Now, instead of doing nothing after establishing the routine, you punish the rat for pressing the lever (shock it, for example, by electrifying the lever); then you disconnect it from all relevant consequences as before. For a while, the rat avoids the lever, just as you avoid a lamp that has given you a shock. After a while, the association between the shock and the lever wears off, and the rat tries the lever again, finding that there is no longer a shock but, as before, neither is there any reinforcement associated with pressing it. How many times will it press the lever? One hundred times, just as before. This time, it goes slow at first with caution, then fast, and then tapering off to extinction.
The reliability of this phenomenon demonstrates that punishment does not change the tendency to engage in the behavior that was punished. Instead, it makes the person or the rat want to avoid the source of punishment. As soon as the child thinks it’s not being watched (as soon as the situation seems different in some way), the tendency to engage in the behavior will reassert itself. Punished children do what was punished behind their parents’ backs, or as soon as they get to college. Sure, I suppose you could arrange for a totalitarian state to ensure that the person is always feeling watched and thereby inhibit the behavior permanently under an umbrella of anxiety, numbness, and hate (the emotions that punishment produces). But even then, the tendency (or desire) to engage in the punished behavior will not change.
Sometimes, of course, punishment is necessary, like when you stop a child from running into a busy street. But if you want it to stick, you have to reinforce a behavior that competes with running into the street (like stopping and waiting for the light). You cannot count on punishment alone, or your kids will run into the street when you are not with them.
Why, then, do we punish children? We do so for two main reasons. The first is that punishment looks like it works even though it doesn’t. Because the child is inhibited in your presence, it’s easy to think they would be inhibited in your absence.

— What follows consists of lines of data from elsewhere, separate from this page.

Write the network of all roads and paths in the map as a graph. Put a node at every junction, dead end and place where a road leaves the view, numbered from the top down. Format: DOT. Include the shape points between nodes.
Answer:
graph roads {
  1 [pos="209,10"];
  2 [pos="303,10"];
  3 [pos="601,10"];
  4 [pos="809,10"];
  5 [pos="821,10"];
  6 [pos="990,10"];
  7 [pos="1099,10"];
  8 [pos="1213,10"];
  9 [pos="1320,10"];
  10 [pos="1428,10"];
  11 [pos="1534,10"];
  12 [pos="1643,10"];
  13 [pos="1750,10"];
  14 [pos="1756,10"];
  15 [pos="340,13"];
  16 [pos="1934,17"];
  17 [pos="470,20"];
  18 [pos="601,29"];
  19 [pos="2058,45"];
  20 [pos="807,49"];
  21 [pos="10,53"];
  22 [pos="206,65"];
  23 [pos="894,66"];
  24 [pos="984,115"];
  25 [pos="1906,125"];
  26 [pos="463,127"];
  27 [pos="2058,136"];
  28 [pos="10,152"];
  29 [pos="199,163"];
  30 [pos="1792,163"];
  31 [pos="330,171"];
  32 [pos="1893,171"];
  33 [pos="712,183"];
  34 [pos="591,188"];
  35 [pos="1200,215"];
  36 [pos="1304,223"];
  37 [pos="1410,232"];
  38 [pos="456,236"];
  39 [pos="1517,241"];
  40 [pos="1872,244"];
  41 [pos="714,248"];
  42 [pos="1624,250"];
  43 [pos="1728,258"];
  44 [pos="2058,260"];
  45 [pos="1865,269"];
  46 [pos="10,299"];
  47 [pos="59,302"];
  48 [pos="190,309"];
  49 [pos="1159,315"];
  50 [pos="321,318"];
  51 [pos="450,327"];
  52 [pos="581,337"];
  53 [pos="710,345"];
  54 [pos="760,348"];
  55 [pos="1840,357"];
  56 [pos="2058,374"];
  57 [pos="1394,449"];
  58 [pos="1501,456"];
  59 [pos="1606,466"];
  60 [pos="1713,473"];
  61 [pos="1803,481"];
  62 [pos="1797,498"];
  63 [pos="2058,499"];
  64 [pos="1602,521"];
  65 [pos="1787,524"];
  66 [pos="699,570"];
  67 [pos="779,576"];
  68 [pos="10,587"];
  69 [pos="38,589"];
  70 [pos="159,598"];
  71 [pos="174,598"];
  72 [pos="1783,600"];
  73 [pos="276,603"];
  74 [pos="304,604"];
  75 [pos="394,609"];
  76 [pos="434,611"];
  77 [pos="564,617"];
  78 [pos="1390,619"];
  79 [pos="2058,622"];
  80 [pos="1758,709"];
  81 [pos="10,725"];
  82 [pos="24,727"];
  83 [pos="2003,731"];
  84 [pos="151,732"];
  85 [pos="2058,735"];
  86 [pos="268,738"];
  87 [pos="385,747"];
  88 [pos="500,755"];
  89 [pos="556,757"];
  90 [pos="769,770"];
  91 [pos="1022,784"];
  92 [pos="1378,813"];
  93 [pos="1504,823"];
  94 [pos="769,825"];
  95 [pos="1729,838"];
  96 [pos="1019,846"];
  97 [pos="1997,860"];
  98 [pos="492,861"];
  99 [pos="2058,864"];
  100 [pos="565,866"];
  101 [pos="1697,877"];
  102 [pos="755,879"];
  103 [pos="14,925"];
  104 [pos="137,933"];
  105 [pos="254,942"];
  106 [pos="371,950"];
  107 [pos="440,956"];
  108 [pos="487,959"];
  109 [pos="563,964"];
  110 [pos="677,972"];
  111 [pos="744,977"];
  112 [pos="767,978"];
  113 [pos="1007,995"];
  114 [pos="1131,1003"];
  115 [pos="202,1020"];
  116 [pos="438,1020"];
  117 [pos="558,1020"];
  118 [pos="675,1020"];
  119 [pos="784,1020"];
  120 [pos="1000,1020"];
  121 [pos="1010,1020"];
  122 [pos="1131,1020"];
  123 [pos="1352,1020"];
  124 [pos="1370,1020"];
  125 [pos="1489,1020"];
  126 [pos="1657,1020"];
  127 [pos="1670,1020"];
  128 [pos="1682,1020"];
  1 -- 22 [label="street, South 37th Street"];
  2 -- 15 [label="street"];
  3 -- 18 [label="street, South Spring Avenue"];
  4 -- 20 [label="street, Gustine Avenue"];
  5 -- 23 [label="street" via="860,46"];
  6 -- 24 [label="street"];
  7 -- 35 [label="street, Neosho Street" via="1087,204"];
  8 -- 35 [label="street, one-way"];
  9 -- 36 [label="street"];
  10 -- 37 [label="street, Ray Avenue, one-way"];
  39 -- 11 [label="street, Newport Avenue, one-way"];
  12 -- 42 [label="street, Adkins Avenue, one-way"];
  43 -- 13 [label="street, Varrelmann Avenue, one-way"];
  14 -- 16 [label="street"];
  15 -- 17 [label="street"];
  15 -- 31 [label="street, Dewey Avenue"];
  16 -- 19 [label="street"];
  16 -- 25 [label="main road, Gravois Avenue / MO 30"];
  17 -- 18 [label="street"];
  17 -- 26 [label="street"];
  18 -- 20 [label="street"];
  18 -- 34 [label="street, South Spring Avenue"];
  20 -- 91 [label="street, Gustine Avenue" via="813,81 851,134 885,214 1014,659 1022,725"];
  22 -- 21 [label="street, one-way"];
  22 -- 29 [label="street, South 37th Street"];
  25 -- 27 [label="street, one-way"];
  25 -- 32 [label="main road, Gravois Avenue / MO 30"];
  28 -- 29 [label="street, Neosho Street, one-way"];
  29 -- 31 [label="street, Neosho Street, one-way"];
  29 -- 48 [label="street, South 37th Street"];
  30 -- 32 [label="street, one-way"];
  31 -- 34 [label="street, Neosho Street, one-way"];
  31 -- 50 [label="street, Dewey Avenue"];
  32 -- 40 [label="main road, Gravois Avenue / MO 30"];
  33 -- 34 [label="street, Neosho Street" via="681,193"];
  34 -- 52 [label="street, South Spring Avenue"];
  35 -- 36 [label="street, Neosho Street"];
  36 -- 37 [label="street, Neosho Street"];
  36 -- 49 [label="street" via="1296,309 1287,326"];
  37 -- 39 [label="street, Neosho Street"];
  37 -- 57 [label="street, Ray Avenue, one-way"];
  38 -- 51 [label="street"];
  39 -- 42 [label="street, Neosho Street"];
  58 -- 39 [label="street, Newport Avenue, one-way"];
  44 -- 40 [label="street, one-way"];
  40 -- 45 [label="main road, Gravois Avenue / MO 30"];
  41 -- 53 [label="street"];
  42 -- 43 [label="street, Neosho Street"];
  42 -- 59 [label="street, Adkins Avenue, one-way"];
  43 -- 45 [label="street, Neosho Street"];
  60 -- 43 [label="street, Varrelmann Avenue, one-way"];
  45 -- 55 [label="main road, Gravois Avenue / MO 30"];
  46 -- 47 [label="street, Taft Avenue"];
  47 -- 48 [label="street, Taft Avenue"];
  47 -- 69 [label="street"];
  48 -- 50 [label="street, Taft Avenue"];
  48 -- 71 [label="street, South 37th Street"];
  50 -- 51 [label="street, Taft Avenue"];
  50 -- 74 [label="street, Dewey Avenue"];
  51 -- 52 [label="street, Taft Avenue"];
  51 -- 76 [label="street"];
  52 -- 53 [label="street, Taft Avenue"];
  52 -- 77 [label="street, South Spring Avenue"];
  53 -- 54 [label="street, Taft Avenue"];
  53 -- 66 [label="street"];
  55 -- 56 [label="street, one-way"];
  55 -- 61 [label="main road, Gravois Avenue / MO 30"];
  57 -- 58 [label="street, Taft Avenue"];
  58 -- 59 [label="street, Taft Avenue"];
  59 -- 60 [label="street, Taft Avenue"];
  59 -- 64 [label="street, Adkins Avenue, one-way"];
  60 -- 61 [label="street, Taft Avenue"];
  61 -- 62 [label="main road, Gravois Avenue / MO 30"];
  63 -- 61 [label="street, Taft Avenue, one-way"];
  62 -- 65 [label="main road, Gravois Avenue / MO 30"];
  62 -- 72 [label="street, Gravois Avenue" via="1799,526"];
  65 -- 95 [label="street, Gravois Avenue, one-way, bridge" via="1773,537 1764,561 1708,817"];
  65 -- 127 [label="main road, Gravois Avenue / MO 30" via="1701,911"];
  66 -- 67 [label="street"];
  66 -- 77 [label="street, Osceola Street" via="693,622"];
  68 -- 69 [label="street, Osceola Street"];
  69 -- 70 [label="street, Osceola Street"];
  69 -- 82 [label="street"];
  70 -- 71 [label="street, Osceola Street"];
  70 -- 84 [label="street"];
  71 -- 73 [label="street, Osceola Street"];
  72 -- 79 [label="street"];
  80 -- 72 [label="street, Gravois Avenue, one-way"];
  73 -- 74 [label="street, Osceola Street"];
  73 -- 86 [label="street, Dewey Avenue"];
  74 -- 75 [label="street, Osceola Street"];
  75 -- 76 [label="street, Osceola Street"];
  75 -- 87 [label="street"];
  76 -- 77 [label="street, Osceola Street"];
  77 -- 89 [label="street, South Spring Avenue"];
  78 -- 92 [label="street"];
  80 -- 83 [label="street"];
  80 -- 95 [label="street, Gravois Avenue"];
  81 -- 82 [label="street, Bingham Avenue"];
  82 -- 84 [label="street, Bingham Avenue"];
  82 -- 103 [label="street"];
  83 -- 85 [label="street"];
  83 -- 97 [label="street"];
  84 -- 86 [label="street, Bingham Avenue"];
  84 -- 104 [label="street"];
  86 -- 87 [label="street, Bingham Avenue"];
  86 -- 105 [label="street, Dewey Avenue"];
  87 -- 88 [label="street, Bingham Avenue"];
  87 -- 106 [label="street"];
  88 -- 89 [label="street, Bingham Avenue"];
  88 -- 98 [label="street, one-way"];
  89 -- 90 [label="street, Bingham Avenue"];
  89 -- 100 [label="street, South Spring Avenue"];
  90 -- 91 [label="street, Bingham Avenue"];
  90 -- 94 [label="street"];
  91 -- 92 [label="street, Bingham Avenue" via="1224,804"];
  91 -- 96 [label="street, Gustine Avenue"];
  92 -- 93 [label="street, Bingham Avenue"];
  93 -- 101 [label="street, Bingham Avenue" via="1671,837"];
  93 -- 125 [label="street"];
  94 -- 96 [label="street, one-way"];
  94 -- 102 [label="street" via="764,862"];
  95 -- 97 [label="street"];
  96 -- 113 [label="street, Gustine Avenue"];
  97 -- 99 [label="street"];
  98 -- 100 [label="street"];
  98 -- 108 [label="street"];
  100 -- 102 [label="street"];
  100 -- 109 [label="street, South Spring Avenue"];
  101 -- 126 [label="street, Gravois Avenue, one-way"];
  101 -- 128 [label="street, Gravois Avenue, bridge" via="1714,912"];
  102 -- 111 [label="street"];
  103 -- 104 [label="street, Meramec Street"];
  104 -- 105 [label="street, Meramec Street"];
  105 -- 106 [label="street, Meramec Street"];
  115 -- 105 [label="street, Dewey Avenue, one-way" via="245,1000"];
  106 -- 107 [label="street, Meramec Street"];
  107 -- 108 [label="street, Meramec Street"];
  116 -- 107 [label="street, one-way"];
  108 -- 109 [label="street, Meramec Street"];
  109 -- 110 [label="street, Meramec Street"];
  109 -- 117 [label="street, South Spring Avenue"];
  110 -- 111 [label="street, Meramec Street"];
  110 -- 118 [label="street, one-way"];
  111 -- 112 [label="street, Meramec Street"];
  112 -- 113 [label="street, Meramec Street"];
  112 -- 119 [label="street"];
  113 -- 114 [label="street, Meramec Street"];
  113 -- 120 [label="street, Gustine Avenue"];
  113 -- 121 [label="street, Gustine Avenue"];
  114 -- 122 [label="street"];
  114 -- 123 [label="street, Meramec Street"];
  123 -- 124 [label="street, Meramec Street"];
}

Punishment produces politeness, not morality. Thus, the inhibited, obedient child inadvertently reinforces the parent’s punitive behavior by acting obedient (for the sorts of parents who find obedient children reinforcing).
The second main reason we punish children is because we are angry at them. Anger is the emotional state of finding damage to the object of one’s anger reinforcing. Uncontrolled and disobedient children make everyone angry some of the time and most people angry much of the time. Punishment makes them cry or look upset, and those tears and that look are reinforcers when parents are angry. (For most parents, too much damage to the child would be aversive.) If we weren’t so confused about aggression, we could acknowledge our anger at our children and engineer a constructive application of it instead of pretending we are not angry and letting it loose as punishment. Instead, we fool ourselves into thinking that we are not angry at our children, that we are merely instructing them, and we then get to enjoy hurting them with punishments without feeling bad about recognizing what we are enjoying.